Collected data:
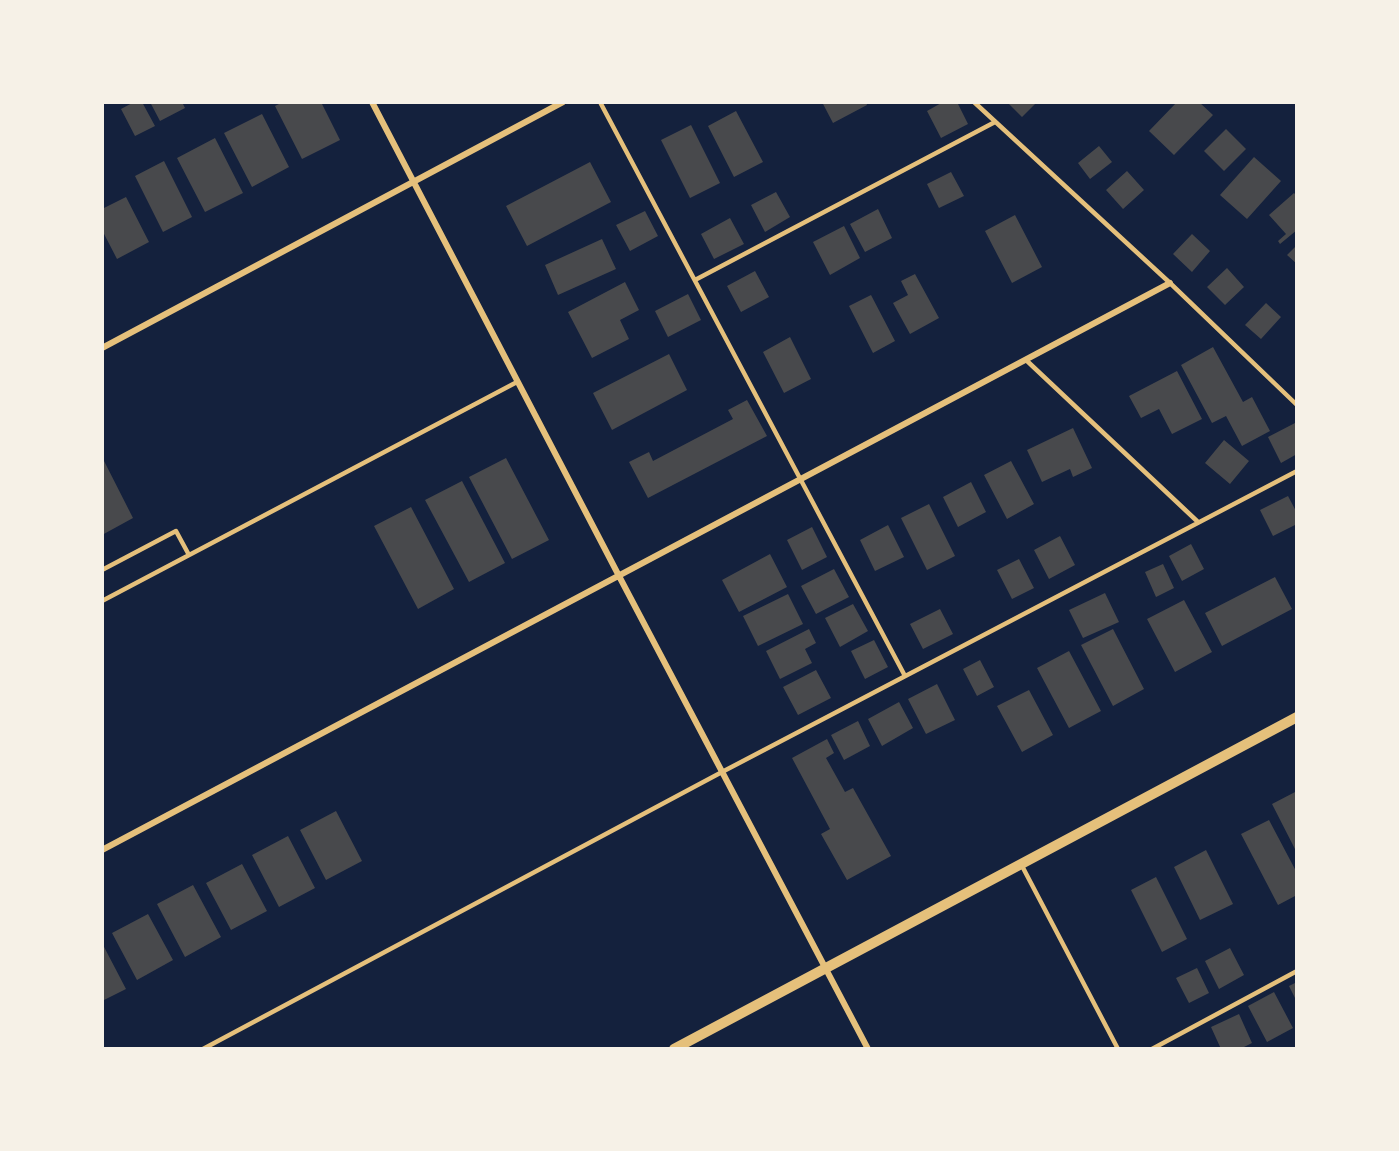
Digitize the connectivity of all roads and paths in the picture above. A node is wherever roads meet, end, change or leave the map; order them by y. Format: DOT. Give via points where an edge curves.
graph roads {
  1 [pos="372,102"];
  2 [pos="563,102"];
  3 [pos="600,102"];
  4 [pos="974,102"];
  5 [pos="995,122"];
  6 [pos="413,181"];
  7 [pos="695,280"];
  8 [pos="1170,283"];
  9 [pos="102,348"];
  10 [pos="1026,360"];
  11 [pos="517,382"];
  12 [pos="1297,405"];
  13 [pos="1297,471"];
  14 [pos="801,479"];
  15 [pos="1198,522"];
  16 [pos="189,555"];
  17 [pos="102,570"];
  18 [pos="619,576"];
  19 [pos="102,601"];
  20 [pos="905,676"];
  21 [pos="1297,717"];
  22 [pos="722,772"];
  23 [pos="102,850"];
  24 [pos="1021,864"];
  25 [pos="826,968"];
  26 [pos="1297,971"];
  27 [pos="204,1049"];
  28 [pos="674,1049"];
  29 [pos="868,1049"];
  30 [pos="1118,1049"];
  31 [pos="1152,1049"];
  1 -- 6 [label="street"];
  2 -- 6 [label="street"];
  3 -- 7 [label="lane"];
  4 -- 5 [label="lane"];
  5 -- 7 [label="lane"];
  5 -- 8 [label="lane"];
  6 -- 9 [label="street"];
  6 -- 11 [label="street"];
  7 -- 14 [label="lane"];
  8 -- 10 [label="street"];
  8 -- 12 [label="lane"];
  10 -- 14 [label="street"];
  10 -- 15 [label="lane"];
  11 -- 16 [label="lane"];
  11 -- 18 [label="street"];
  13 -- 15 [label="lane"];
  14 -- 18 [label="street"];
  14 -- 20 [label="lane"];
  15 -- 20 [label="lane"];
  16 -- 17 [label="lane" via="176,531"];
  16 -- 19 [label="lane"];
  18 -- 22 [label="street"];
  18 -- 23 [label="street"];
  20 -- 22 [label="lane"];
  21 -- 24 [label="street"];
  22 -- 25 [label="street"];
  22 -- 27 [label="lane"];
  24 -- 25 [label="street"];
  24 -- 30 [label="lane"];
  25 -- 28 [label="street"];
  25 -- 29 [label="street"];
  26 -- 31 [label="lane"];
}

What to produce = All lines that hold the word "roads" should be copied from the data.

Answer space =
Digitize the connectivity of all roads and paths in the picture above. A node is wherever roads meet, end, change or leave the map; order them by y. Format: DOT. Give via points where an edge curves.
graph roads {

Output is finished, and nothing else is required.